It is important to note that different teachers were assigned to each instructional method to avoid any teacher effect. Specifically, one teacher was assigned to teach both classes in the CI group, another teacher was assigned to teach both classes in the CAM group, and a third teacher was assigned to teach both classes in the SCTM group. This ensured consistency within each instructional method, and a total of three teachers were involved in the study. To maintain the integrity of each method, classroom observations were conducted to ensure teachers adhered to their designated instructional methods. This protocol, detailed in

Table 1. Class observation form.

Criterion	Yes/No
Teaching class
Teaching content
Stratified or not
Use CAM or not
Whether there is group cooperation
Whether there is feedback
Whether there are tasks at different levels

, systematically documented aspects such as the use of stratified teaching and CAM strategies, group collaboration, feedback, and task differentiation. The classroom observation form captured critical elements like content delivery, student interactions, and feedback effectiveness, verifying the implementation of stratified teaching methods.

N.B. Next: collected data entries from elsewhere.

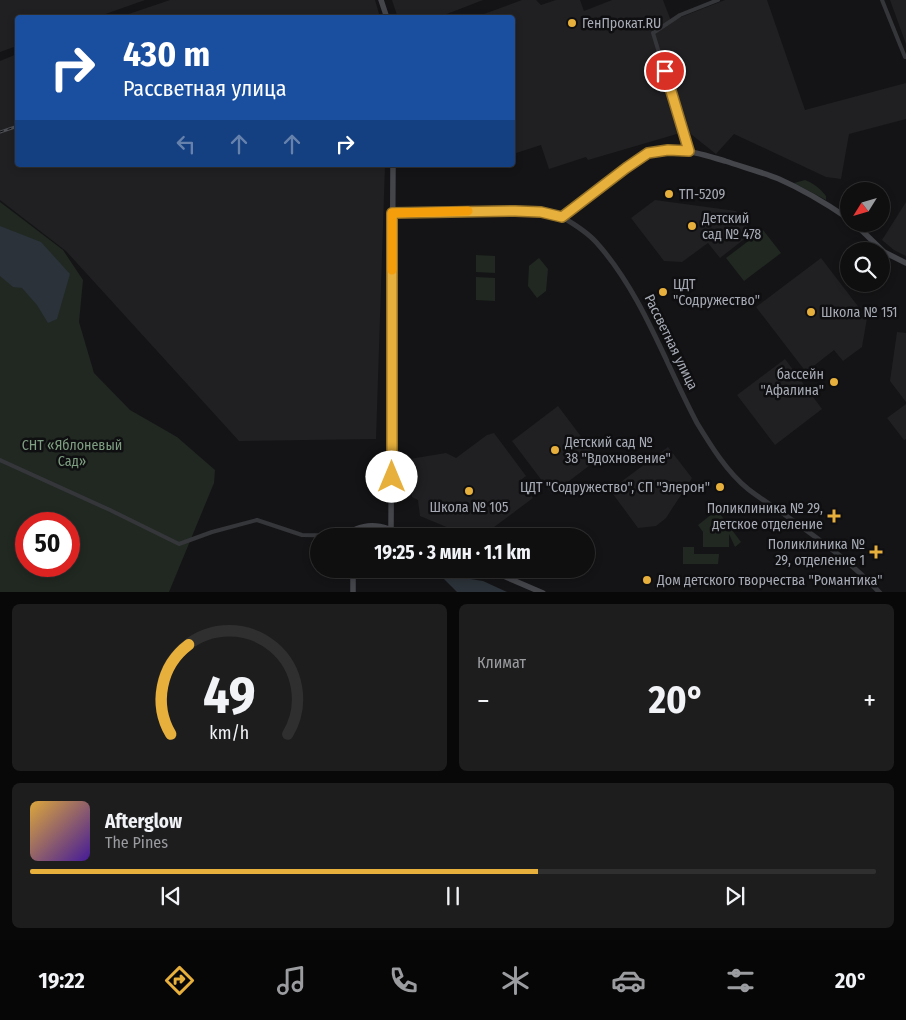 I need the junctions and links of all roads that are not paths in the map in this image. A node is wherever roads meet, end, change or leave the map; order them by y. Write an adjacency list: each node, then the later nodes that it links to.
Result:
1 (381, 0): 4 (main road)
2 (718, 0): 6 (street)
3 (882, 0): 5 (street)
4 (386, 15)
5 (906, 57)
6 (689, 151): 9 (main road); 10 (main road)
7 (393, 167): 8 (main road)
8 (392, 213): 10 (main road, Рассветная улица); 16 (main road)
9 (840, 213)
10 (562, 217): 22 (street, Рассветная улица)
11 (863, 232): 12 (main road)
12 (906, 263)
13 (0, 460): 17 (street)
14 (358, 528): 15 (main road)
15 (388, 528)
16 (391, 528)
17 (310, 535)
18 (353, 578): 20 (main road)
19 (509, 578): 21 (main road)
20 (353, 592)
21 (543, 592)
22 (880, 592)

It was justified that at the initial stage, each group (CI, SCTM, and CAM) had an equal number of lower and higher-performing students, with approximately 50 students in each group. Therefore, these three groups were balanced in terms of lower and higher-performing students. Additionally, a pretest was used as a covariate to control for bias due to differences in student abilities across these three groups.

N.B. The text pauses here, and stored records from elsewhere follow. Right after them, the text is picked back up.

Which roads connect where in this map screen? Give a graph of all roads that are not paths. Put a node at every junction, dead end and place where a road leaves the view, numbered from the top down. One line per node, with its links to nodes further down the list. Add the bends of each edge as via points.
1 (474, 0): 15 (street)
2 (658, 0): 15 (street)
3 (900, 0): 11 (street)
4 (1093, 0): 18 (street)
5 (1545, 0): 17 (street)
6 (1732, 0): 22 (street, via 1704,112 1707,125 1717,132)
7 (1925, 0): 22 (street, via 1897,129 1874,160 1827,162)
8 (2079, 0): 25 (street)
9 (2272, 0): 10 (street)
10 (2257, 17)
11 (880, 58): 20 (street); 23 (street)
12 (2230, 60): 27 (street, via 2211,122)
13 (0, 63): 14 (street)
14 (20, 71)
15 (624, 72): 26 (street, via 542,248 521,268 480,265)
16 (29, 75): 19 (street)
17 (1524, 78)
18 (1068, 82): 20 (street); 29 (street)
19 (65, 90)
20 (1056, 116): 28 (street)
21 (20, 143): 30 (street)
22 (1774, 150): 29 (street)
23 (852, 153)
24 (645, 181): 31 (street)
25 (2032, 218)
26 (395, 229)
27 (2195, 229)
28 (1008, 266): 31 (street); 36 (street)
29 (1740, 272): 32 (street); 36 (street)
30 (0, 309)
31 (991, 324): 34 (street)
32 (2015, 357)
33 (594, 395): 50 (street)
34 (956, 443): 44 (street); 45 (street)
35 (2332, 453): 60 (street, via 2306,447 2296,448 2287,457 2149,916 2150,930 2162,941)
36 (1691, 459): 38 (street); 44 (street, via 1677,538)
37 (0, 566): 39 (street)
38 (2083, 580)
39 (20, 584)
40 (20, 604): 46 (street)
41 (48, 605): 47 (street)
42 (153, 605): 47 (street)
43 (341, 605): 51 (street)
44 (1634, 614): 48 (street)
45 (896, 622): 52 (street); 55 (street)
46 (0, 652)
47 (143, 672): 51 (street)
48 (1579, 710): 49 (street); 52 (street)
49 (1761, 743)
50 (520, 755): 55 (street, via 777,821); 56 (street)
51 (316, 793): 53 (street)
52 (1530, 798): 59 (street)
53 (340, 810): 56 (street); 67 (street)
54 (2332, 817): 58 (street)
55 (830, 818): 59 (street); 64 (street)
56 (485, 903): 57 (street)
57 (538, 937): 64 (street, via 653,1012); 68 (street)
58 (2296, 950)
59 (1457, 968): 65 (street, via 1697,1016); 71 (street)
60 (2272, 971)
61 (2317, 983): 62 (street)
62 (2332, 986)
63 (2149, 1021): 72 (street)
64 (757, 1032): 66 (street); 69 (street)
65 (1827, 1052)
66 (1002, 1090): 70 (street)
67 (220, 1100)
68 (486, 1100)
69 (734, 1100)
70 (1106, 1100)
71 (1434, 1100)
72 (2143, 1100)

Both teachers rigorously applied the CAM and SCTM approaches as trained. It was essential that all students were provided the same learning opportunities, such as solving the same problems and answering the same questions, to ensure that only the instructional approach varied. The control group and CAM group did not have lower and upper-level classes. This division was unique to the SCTM group to evaluate differentiated instruction based on pre-test performance. The pre-test was implemented after dividing the students into control and treatment groups.

As shown in Figure 3, the quasi-experimental design used in this study, including the pre-test, post-test, and delayed post-test stages, along with the grouping of students and the different instructional methods (CI, CAM, SCTM) applied.

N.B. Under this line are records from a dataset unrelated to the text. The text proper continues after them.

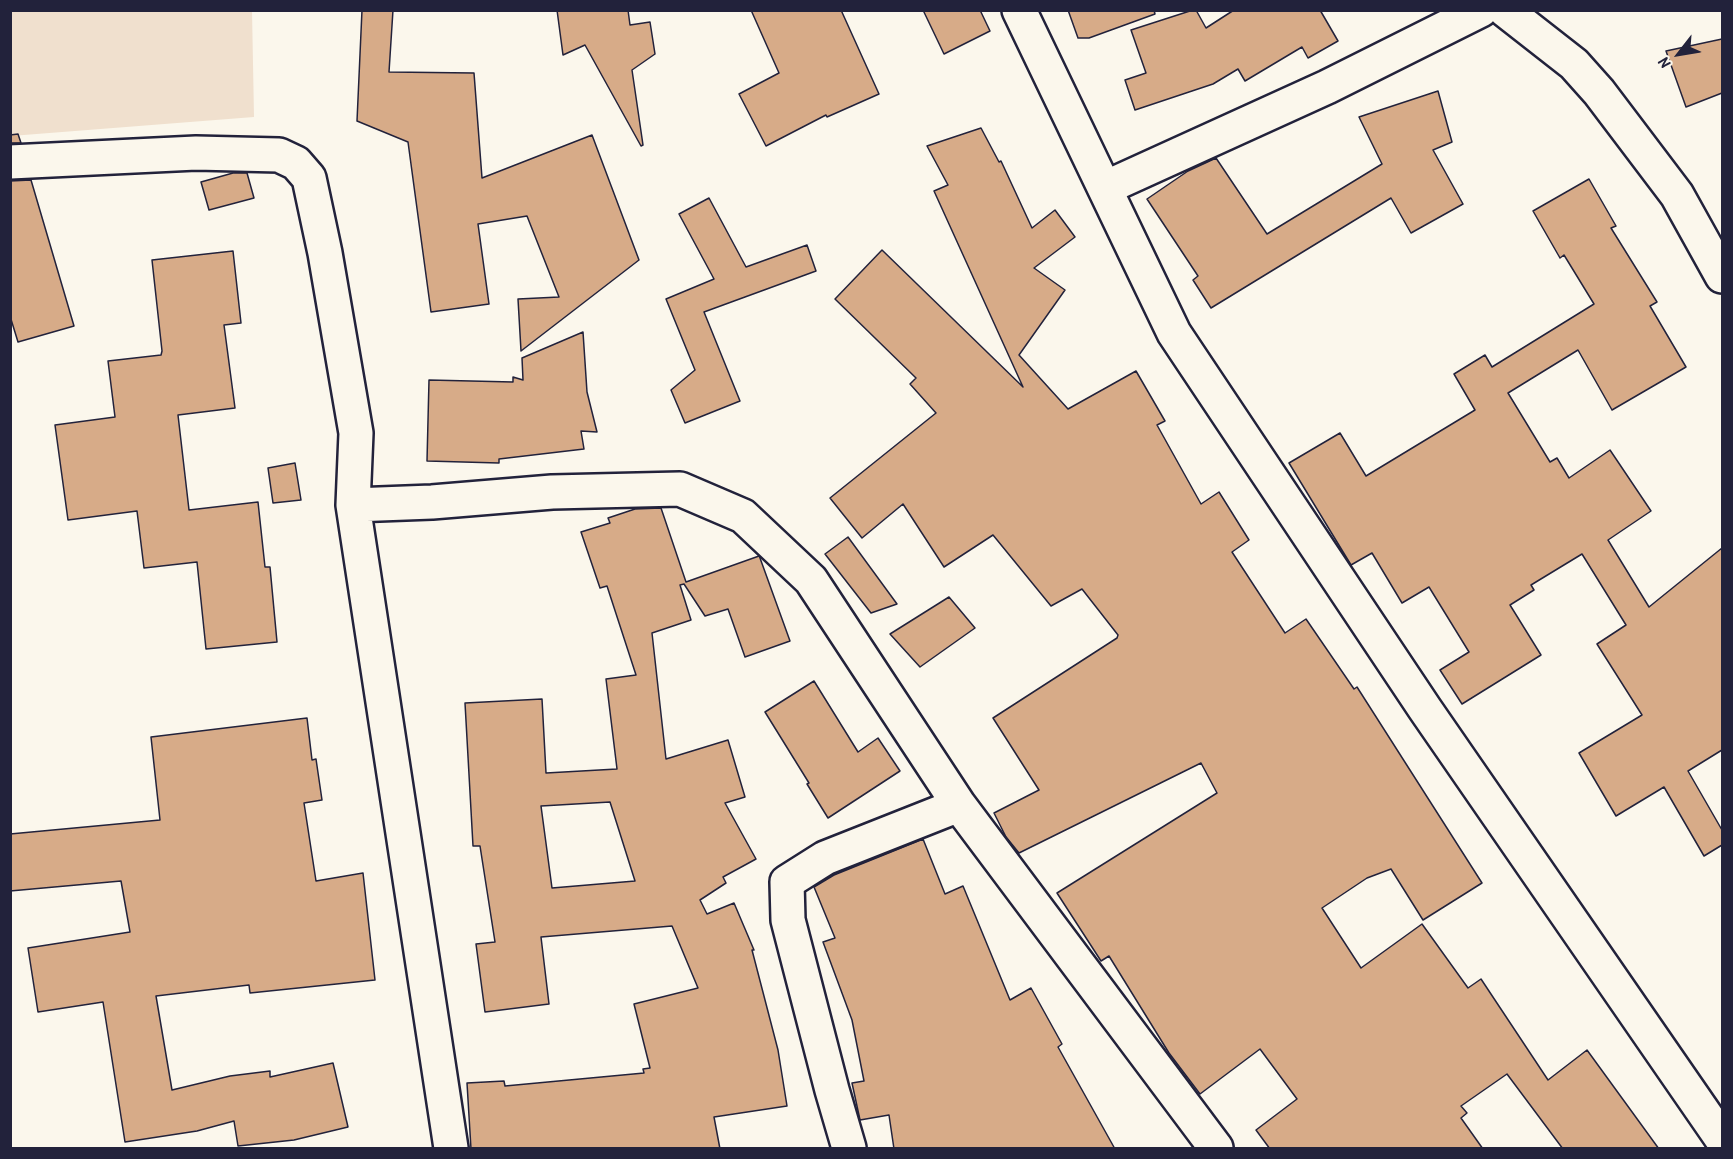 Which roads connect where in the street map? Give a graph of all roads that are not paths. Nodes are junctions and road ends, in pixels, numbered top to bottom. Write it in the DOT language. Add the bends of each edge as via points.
graph roads {
  1 [pos="1019,10"];
  2 [pos="1481,10"];
  3 [pos="1505,10"];
  4 [pos="10,162"];
  5 [pos="1105,188"];
  6 [pos="1722,276"];
  7 [pos="352,505"];
  8 [pos="958,805"];
  9 [pos="1722,1138"];
  10 [pos="452,1149"];
  11 [pos="849,1149"];
  12 [pos="1216,1149"];
  1 -- 5 [label="street"];
  2 -- 5 [label="street" via="1327,87"];
  3 -- 6 [label="street" via="1574,64 1599,92 1677,195"];
  4 -- 7 [label="street" via="196,153 279,155 296,164 309,178 356,433"];
  5 -- 9 [label="street" via="1174,333 1425,709"];
  7 -- 8 [label="street" via="552,492 680,489 743,516 812,580"];
  7 -- 10 [label="street"];
  8 -- 11 [label="street" via="825,858 787,882 788,920"];
  8 -- 12 [label="street"];
}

An 11-week mathematics teaching experiment was conducted in this study, consisting of an 8-week teaching experiment, followed by a 2-week gap, and then a 1-week delayed post-test period. Before the experiment began, the students took a pre-test (t = t₁) to determine their scores on the four dimensions of learning ability: knowing and understanding, investigating patterns, communication, and application.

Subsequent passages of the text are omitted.